◆ TASK GOAL
Provide the number of lines in the material containing the word "Tres", with nothing added.

--- --- ---

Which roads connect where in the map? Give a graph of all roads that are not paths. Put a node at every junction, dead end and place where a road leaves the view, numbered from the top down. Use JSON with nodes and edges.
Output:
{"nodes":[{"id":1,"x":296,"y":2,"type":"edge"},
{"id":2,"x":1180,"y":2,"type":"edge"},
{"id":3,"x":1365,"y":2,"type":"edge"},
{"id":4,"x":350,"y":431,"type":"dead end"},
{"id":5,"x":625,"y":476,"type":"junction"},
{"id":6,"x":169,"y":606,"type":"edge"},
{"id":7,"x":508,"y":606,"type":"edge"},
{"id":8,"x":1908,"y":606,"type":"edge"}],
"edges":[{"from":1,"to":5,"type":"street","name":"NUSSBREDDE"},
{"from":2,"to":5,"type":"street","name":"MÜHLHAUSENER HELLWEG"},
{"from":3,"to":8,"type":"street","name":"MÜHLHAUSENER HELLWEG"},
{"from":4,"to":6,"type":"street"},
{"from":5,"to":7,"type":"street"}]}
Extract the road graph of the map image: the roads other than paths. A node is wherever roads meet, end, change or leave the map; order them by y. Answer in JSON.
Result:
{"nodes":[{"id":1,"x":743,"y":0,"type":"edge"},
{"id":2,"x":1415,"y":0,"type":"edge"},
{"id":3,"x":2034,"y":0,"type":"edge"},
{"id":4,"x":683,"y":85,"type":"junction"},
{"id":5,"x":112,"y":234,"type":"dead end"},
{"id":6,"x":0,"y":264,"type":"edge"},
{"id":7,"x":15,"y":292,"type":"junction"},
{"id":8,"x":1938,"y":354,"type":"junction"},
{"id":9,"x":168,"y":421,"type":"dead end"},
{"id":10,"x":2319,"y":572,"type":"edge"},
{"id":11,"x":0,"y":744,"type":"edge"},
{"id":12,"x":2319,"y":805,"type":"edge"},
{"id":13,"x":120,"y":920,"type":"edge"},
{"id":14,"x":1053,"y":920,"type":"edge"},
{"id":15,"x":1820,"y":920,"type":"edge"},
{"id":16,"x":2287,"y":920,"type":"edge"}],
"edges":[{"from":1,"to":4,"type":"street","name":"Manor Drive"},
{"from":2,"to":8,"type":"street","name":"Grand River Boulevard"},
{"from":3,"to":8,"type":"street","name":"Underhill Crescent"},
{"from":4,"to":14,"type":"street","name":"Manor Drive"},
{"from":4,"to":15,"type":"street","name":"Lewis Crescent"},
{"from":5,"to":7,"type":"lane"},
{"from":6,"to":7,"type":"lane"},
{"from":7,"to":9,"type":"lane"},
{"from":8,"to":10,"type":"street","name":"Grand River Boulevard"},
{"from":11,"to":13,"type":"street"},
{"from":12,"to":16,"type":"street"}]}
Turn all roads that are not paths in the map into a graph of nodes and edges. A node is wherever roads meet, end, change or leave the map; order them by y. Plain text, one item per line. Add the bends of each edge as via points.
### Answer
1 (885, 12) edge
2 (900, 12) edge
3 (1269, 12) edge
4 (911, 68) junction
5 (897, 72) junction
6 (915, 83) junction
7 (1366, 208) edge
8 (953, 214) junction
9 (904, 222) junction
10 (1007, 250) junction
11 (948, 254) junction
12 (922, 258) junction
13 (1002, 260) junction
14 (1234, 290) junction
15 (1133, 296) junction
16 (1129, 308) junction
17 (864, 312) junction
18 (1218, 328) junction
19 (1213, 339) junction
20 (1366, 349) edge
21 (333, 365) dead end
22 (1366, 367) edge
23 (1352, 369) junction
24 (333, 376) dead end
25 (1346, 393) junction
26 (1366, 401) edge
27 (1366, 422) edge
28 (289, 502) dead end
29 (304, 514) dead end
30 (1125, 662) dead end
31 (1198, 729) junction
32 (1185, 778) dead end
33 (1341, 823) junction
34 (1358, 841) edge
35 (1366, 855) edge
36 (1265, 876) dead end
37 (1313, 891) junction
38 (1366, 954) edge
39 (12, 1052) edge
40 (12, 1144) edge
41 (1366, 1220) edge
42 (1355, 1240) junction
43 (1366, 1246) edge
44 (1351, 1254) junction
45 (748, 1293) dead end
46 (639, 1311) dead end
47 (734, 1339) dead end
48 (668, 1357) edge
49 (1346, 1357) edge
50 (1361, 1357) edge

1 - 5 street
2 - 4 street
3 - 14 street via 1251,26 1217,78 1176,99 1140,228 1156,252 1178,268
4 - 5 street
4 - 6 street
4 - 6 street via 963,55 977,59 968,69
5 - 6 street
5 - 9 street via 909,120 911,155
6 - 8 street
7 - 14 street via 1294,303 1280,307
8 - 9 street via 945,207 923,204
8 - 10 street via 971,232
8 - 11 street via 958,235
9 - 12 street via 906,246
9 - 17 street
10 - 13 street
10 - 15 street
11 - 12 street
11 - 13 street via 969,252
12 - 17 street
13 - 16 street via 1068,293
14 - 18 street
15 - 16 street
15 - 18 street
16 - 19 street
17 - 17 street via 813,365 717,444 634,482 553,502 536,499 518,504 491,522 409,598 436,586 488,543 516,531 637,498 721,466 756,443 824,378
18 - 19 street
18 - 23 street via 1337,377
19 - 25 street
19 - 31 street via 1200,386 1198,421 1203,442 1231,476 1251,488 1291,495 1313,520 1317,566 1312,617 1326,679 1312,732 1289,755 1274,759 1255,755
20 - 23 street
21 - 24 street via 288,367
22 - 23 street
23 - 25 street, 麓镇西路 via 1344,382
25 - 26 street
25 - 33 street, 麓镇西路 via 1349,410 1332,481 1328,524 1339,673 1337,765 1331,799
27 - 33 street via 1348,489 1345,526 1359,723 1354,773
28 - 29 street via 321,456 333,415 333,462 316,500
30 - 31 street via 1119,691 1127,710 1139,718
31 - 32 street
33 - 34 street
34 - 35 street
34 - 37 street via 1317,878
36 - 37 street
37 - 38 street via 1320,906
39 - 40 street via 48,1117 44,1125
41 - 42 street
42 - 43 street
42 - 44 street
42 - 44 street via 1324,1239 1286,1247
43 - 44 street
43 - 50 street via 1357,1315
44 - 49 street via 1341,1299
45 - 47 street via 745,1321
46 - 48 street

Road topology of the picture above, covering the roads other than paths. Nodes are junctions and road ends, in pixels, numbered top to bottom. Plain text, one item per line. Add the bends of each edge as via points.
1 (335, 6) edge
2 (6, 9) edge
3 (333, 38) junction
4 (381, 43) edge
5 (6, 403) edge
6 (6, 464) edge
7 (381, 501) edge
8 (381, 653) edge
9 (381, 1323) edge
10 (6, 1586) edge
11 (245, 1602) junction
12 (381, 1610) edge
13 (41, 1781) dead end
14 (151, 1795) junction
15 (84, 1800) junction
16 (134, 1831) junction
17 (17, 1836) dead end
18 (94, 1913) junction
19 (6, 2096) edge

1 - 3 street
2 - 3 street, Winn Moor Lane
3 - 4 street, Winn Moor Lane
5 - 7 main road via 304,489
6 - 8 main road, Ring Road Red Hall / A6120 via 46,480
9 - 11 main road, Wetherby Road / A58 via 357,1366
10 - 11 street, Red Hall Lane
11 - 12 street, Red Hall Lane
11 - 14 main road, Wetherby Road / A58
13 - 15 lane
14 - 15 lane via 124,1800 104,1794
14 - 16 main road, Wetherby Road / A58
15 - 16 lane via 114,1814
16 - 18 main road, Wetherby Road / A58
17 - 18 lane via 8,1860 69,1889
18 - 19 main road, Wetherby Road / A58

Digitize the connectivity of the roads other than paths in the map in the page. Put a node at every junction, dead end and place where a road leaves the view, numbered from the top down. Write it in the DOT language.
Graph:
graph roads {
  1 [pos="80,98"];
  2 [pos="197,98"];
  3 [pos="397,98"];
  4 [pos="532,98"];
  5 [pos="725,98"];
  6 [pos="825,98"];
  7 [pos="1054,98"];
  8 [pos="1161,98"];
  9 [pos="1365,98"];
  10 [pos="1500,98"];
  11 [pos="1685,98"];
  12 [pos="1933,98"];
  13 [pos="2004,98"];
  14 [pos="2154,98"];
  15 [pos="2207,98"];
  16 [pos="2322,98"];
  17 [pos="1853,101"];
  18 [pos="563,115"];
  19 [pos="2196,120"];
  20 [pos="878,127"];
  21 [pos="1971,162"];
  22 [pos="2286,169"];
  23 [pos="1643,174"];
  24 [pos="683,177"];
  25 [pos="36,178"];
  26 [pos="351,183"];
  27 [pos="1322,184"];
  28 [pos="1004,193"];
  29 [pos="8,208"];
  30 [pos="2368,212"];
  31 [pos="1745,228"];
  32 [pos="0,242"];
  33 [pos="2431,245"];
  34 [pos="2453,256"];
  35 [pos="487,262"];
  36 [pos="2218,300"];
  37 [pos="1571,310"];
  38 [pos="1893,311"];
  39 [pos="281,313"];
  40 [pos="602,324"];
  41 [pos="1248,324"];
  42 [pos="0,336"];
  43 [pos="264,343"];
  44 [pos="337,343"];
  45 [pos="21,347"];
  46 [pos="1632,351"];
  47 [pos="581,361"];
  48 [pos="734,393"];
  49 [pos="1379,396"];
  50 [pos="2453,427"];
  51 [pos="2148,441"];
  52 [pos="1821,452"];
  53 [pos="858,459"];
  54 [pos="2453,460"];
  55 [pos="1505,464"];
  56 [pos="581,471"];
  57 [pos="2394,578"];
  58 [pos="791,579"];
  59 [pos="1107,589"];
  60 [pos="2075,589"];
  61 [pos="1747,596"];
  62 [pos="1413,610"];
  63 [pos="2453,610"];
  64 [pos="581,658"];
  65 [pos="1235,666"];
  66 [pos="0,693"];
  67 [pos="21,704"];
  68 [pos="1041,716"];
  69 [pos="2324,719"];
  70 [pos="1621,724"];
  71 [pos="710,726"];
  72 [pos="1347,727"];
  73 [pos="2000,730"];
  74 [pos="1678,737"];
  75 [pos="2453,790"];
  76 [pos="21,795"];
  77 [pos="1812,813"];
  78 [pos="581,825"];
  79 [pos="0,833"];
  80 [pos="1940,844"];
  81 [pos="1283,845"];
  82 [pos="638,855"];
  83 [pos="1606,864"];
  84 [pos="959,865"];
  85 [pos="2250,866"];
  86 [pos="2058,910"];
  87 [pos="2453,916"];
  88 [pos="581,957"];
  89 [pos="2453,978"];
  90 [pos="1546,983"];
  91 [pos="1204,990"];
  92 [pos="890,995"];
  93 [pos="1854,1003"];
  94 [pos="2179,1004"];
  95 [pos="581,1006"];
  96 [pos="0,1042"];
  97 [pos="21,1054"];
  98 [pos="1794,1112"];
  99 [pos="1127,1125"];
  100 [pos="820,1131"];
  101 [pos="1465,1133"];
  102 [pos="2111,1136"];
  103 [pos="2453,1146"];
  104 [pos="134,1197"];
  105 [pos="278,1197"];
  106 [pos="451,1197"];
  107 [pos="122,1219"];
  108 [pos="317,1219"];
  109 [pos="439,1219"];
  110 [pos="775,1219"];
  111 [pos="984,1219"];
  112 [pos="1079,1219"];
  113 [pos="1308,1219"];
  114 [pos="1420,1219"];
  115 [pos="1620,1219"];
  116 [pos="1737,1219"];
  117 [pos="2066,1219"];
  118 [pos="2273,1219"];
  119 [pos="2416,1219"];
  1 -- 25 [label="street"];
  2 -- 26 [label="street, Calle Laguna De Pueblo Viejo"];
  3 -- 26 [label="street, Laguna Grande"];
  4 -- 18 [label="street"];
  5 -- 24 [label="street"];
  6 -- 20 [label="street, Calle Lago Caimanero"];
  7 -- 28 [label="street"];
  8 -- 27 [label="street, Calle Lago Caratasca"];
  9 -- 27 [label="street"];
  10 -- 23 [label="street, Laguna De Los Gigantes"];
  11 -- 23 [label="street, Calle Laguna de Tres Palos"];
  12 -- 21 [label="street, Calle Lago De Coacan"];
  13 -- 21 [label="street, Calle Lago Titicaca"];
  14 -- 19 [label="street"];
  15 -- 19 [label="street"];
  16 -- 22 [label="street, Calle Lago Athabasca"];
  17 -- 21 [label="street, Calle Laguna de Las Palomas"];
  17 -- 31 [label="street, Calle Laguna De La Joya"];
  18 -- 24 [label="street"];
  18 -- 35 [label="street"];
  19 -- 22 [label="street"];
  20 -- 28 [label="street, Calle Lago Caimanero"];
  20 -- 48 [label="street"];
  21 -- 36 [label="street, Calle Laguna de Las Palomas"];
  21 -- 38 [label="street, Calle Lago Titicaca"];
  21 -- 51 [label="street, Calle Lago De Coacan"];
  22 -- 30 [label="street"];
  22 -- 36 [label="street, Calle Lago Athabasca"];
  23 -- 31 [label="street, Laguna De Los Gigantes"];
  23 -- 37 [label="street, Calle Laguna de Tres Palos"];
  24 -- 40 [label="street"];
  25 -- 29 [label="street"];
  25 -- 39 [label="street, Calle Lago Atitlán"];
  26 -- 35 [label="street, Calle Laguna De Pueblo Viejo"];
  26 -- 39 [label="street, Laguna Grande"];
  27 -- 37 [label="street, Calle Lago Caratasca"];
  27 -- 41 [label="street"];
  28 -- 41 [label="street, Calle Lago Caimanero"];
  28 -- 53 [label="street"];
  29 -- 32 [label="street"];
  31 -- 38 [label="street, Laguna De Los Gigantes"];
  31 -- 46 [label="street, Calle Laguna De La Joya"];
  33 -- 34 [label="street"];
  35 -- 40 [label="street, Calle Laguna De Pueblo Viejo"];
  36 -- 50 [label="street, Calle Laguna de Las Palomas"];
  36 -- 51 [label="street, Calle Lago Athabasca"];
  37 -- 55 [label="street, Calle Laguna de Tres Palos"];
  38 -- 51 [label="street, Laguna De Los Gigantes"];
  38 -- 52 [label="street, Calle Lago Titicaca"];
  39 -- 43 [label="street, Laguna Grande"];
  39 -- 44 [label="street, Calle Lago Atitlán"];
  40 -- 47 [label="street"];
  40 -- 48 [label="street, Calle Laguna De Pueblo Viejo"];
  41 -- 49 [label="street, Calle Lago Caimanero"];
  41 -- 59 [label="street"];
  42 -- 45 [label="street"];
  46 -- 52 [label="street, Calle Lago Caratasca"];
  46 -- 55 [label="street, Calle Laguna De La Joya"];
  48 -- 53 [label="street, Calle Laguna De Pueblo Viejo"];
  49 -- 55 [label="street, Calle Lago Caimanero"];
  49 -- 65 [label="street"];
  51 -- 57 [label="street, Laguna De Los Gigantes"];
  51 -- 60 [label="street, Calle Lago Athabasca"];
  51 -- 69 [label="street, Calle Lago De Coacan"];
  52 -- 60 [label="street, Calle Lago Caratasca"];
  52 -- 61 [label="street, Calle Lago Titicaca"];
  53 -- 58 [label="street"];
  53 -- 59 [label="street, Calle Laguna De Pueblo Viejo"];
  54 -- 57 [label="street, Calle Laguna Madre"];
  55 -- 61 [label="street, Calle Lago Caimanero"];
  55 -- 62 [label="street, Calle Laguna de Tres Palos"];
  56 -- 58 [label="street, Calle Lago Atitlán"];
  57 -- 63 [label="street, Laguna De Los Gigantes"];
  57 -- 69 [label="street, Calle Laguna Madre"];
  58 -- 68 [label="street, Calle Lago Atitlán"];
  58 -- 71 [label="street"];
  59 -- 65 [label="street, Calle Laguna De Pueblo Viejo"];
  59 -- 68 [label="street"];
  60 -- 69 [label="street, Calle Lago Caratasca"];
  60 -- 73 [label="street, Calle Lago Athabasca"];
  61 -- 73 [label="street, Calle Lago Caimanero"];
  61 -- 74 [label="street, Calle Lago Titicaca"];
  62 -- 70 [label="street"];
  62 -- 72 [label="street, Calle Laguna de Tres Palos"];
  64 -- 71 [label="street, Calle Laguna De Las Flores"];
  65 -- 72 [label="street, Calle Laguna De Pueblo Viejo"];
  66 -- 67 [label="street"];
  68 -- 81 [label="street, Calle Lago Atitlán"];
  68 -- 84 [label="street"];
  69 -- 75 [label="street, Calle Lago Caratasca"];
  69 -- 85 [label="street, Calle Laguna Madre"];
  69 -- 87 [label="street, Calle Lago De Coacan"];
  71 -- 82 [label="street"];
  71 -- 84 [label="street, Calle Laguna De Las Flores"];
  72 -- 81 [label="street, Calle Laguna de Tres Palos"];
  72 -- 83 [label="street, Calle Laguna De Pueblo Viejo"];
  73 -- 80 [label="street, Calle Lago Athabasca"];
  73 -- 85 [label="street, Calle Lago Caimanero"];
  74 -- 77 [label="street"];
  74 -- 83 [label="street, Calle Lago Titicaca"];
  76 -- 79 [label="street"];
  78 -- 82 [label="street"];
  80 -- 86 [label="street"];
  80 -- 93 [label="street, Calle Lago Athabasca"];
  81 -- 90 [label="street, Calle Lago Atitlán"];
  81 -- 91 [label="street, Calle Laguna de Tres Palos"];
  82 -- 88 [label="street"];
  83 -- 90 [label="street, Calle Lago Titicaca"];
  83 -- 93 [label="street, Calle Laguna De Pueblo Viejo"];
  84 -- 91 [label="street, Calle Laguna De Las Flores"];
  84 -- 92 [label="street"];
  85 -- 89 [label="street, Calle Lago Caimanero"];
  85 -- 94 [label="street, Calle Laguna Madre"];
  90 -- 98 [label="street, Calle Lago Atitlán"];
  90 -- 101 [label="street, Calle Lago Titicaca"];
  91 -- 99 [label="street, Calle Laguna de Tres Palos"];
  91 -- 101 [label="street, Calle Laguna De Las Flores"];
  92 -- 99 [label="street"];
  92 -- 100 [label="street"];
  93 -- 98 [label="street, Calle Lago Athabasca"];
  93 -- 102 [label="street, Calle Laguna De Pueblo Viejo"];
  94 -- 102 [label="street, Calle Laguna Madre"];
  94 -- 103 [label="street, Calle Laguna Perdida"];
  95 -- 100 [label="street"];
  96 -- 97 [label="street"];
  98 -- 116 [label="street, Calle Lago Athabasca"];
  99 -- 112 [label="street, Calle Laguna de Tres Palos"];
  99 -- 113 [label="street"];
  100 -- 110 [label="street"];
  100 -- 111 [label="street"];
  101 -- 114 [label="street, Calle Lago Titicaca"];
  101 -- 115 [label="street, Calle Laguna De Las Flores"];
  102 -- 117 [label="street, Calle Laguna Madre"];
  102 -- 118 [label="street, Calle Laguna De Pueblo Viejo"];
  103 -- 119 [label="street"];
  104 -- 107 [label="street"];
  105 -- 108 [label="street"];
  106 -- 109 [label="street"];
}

--- --- ---

◆ RESPONSE
9